2 megapixels: 1600 x 1200
3 megapixels: 2048 x 1536
4 megapixels: 2274 x 1704
5 megapixels: 2560 x 1920
6 megapixels: 2816 x 2112 - 3032 x 2008
7 megapixels: 3072 x 2304
8 megapixels: 3264 x 2,468

Pixels needed for a 150 DPI image (fair to good image quality)
----------
8x10: 1,200 X 1,500 pixels - most 2-megapixel cameras
11x14: 1,650 X 2,100 pixels - most 4-megapixel cameras
16x20: 2,400 X 3,000 pixels - most 8-megapixel cameras, maybe some 7-megapixel cameras

Pixels needed for a 200 DPI (good image quality)
----------
8x10: 1,600 X 2,000 pixels - most 4-megapixel cameras, maybe some 3-megapixel cameras

11x14: 2,200 X 2,800 pixels - 7-megapixel cameras, though most 6-megapixels cameras should be close enough

16x20: 3,200 X 4,000 pixels - although this is only 12.8 megapixels, most cameras won't have the same aspect ratio (width versus height), thus you may need a camera with a greater number of megapixels

Again, these numbers are just provided as the results of mathematical formulas. You can resample the image to some degree to make it larger than normal, play around with the printer dpi, etc., and get acceptable larger prints from smaller photos. Just realize that the image quality may not be optimum, though it may be sufficient for your needs.

Use High Quality Paper and Ensure Your Printer Knows It's There

High-quality paper will not help your photo printouts much if your printer still thinks it is using standard-grade paper.

As mentioned in other tips on MalekTips, when printing photos on your own color printer or photo printer, make sure to use high-quality coated photo paper, perhaps archival paper if you want your photos to last a long time. Such paper may cost more than standard inkjet, laser, etc. paper, but the difference in quality can be quite visible.

When using high-quality paper, however, you must make sure your printer knows such paper is being used. By default, most printers optimize their output for standard inkjet, laser, etc. paper. If you insert photo paper, the printer will still think it is printing on cheaper paper and won't make changes designed to optimize output on the higher-grade paper.

Thus, before you make prints on such paper, make sure to enter your "Printer Setup" or "Printer Preferences" mode; it should be available from most applications' "Print" dialogs.
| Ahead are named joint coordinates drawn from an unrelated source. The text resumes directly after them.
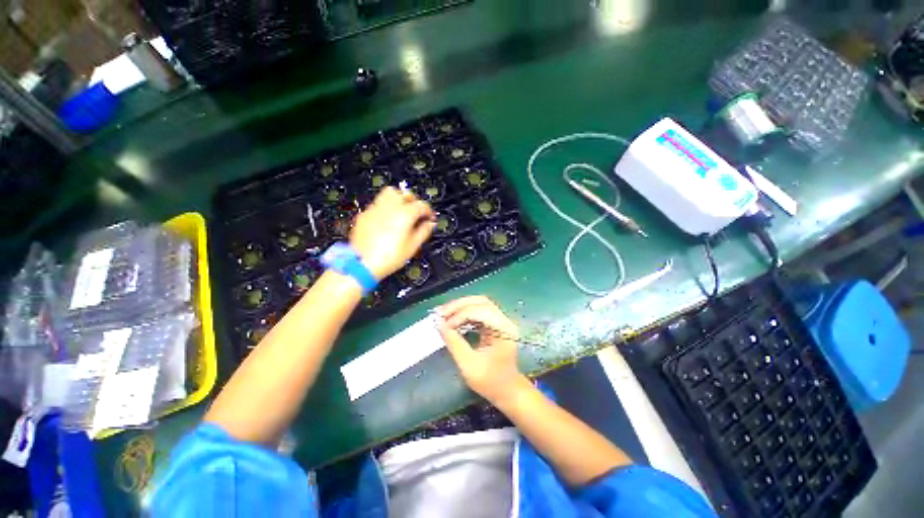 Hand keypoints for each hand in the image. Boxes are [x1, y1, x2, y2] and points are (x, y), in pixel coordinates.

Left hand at [350, 187, 435, 279]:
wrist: (362, 263)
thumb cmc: (388, 257)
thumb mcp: (413, 246)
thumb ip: (424, 231)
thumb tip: (429, 224)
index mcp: (405, 214)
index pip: (422, 205)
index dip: (429, 211)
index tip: (430, 218)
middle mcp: (390, 207)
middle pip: (405, 194)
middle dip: (414, 201)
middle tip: (417, 213)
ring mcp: (375, 209)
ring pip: (389, 194)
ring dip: (398, 200)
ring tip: (402, 212)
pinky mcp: (364, 215)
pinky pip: (377, 204)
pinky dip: (385, 208)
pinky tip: (387, 220)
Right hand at [436, 296, 529, 404]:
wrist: (507, 391)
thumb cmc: (490, 382)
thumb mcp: (468, 365)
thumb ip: (454, 343)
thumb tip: (439, 324)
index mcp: (504, 329)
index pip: (480, 311)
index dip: (460, 315)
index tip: (443, 325)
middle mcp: (504, 320)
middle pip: (480, 302)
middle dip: (458, 306)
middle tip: (440, 313)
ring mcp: (501, 321)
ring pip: (479, 303)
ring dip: (460, 307)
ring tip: (443, 314)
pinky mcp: (495, 323)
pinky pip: (478, 311)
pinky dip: (464, 313)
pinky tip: (452, 319) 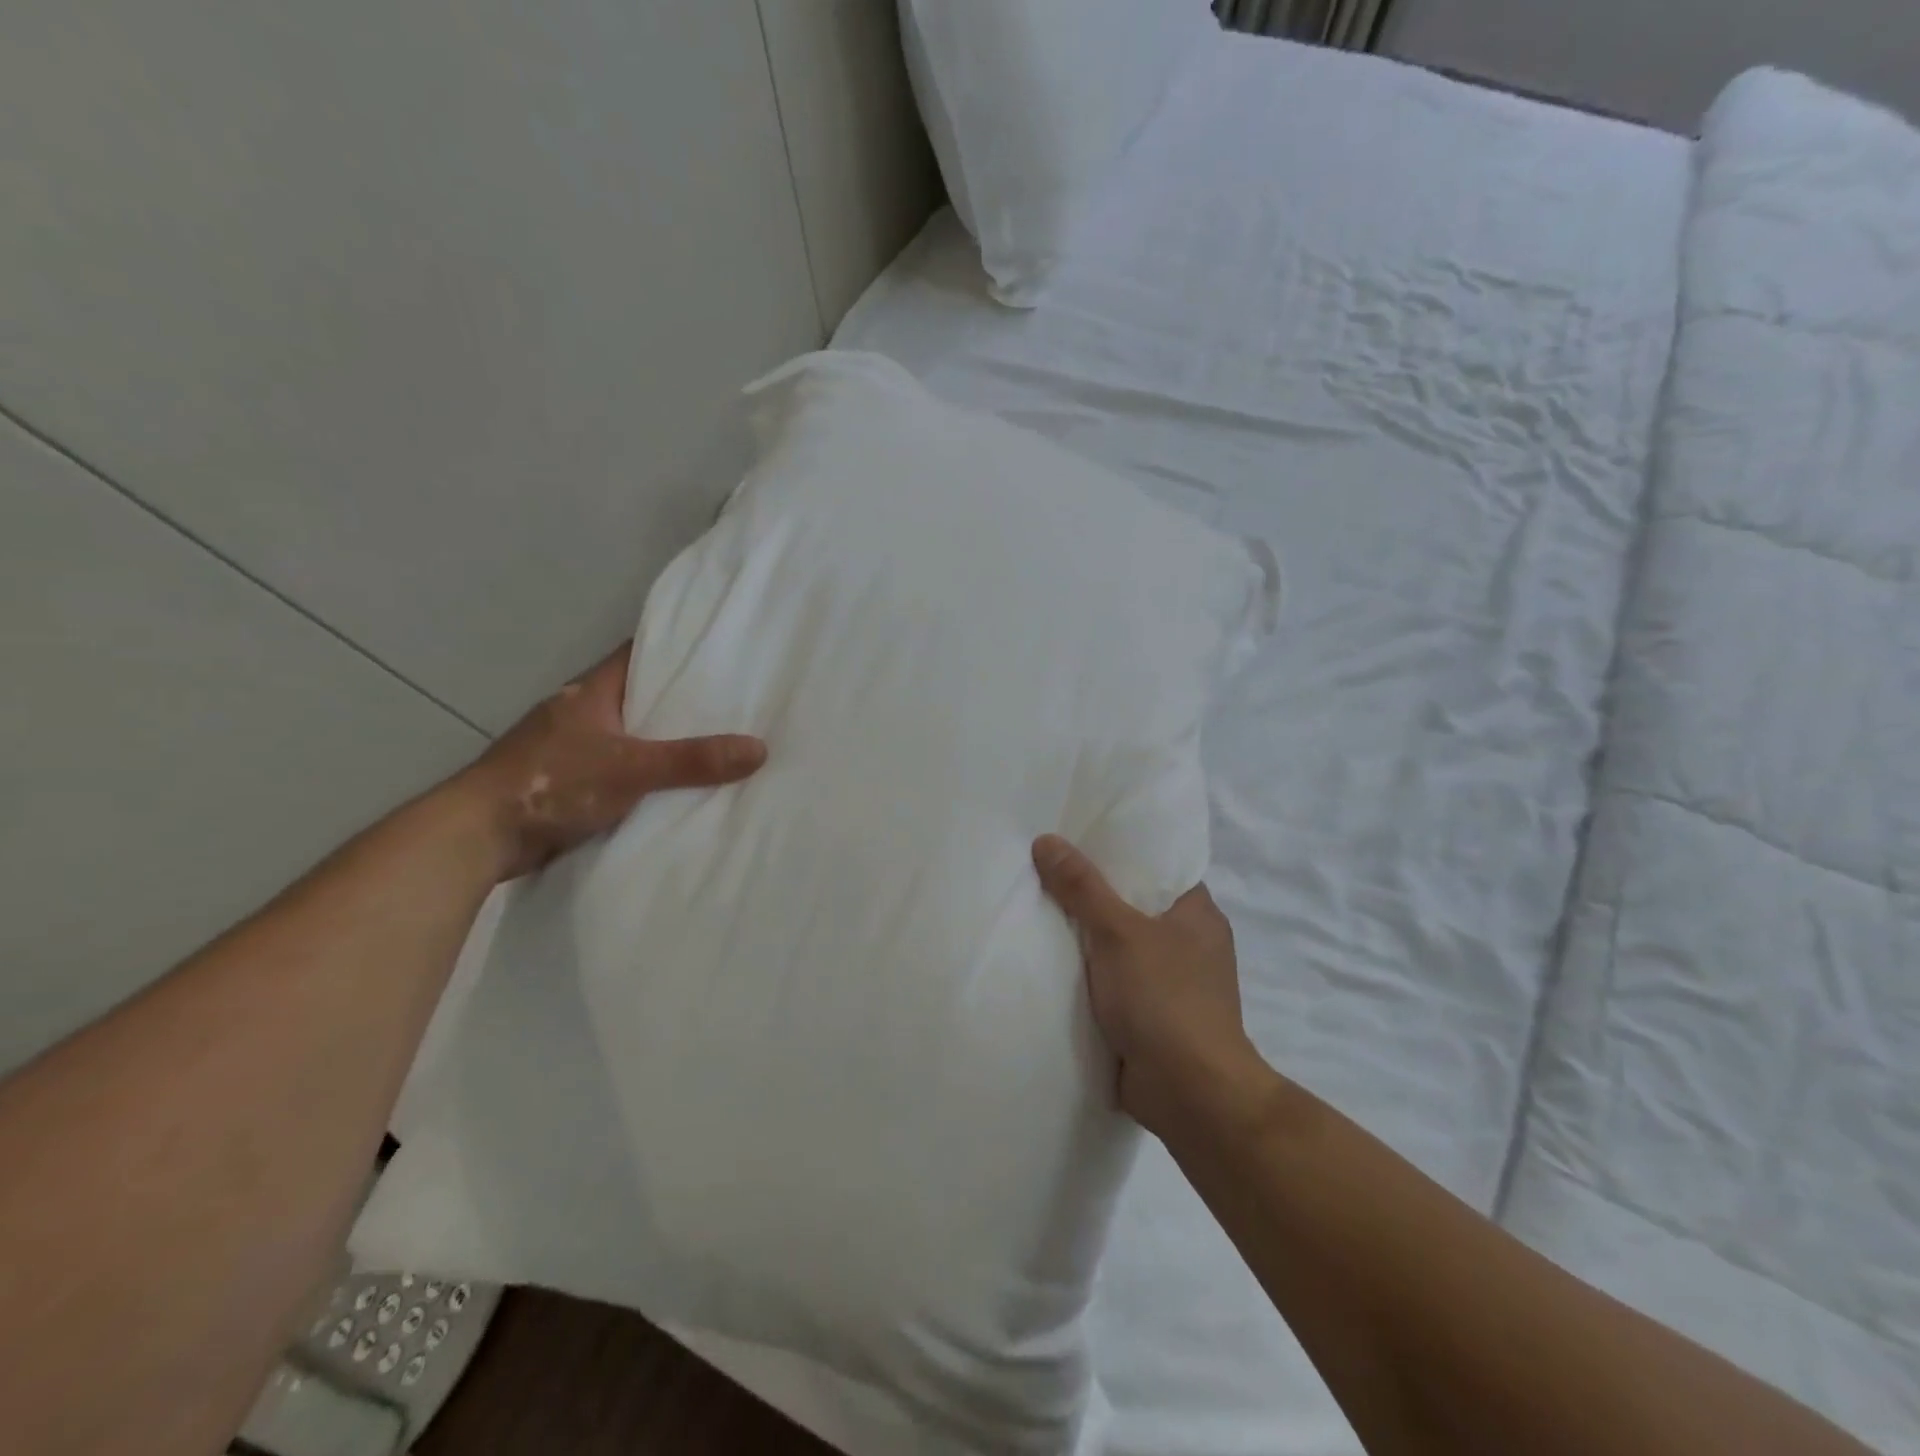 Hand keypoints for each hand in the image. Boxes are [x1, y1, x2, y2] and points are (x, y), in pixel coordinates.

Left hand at [461, 642, 765, 879]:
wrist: (478, 836)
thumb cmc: (551, 783)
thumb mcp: (631, 768)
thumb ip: (692, 760)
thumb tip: (759, 749)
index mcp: (591, 692)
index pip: (638, 654)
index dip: (676, 651)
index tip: (719, 656)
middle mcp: (580, 713)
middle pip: (639, 697)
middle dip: (680, 703)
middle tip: (732, 707)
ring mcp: (570, 750)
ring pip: (629, 737)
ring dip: (662, 743)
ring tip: (715, 747)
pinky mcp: (566, 784)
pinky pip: (618, 771)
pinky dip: (644, 776)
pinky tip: (674, 788)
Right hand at [1032, 834, 1268, 1139]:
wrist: (1189, 1094)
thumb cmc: (1164, 999)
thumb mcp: (1118, 932)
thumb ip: (1082, 886)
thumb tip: (1046, 840)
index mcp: (1196, 912)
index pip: (1155, 864)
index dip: (1117, 848)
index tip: (1074, 835)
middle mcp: (1188, 941)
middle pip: (1131, 902)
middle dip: (1090, 891)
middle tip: (1042, 867)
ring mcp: (1170, 981)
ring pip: (1118, 943)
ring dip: (1084, 936)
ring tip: (1035, 906)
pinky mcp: (1151, 1015)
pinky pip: (1111, 980)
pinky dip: (1086, 973)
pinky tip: (1048, 959)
You should see an option for "Media Type" or "Paper Type". Select the type of paper that most accurately matches the paper you are using. Note that if you do not use paper sold by your printer manufacturer, you may need to experiment with these settings.

Onscreen Ruler or Grid

Align your photos correctly with your digital camera.
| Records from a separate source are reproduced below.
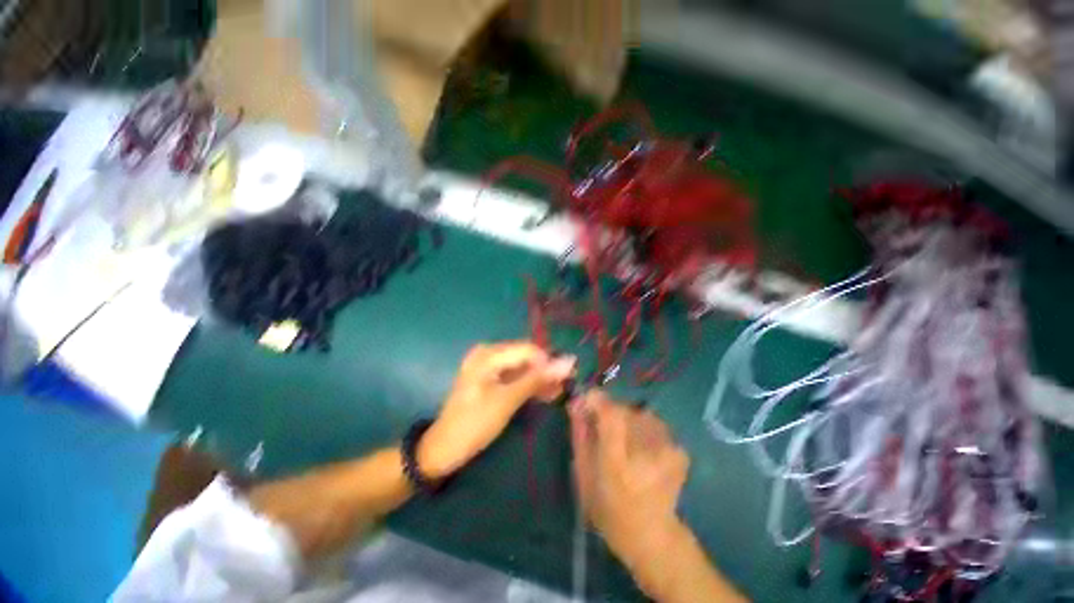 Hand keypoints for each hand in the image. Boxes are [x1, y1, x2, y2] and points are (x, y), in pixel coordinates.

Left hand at [419, 341, 575, 477]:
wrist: (442, 450)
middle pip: (526, 357)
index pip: (529, 350)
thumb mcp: (508, 400)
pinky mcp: (489, 379)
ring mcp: (488, 367)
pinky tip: (544, 394)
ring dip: (539, 380)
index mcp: (489, 354)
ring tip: (557, 393)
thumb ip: (537, 379)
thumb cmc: (474, 424)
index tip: (569, 378)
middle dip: (545, 371)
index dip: (550, 362)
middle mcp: (488, 354)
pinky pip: (514, 377)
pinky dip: (528, 386)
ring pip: (522, 368)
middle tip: (565, 387)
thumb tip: (568, 362)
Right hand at [569, 391, 690, 583]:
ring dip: (625, 419)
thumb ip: (580, 435)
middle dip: (608, 411)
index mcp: (618, 463)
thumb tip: (575, 403)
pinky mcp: (679, 450)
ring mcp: (668, 450)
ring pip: (637, 413)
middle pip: (623, 409)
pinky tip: (639, 447)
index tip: (585, 402)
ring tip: (621, 441)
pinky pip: (652, 423)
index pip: (610, 413)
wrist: (651, 536)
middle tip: (601, 427)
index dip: (596, 400)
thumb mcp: (583, 474)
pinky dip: (641, 427)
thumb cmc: (608, 509)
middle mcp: (646, 452)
If you are having trouble keeping your photos straight, see if your digital camera has an onscreen ruler or grid mode that displays straight lines on your LCD. This way you can line up your photos, such as landscapes and building architecture, and help prevent resulting images that are slanted to one side.

Avoid Red Eye

Be careful when taking digital camera pictures involving flash.

When taking pictures with your digital camera, do your subjects look like they have red eyes? This is common with taking pictures with the flash on. If you notice this problem, first check if your digital camera has a feature called "Flash - Remove Red Eye" - most new ones do. If yours doesn't have such a feature, don't fret. Most newer image editing programs have a "Remove Red Eye" feature. Check your documentation.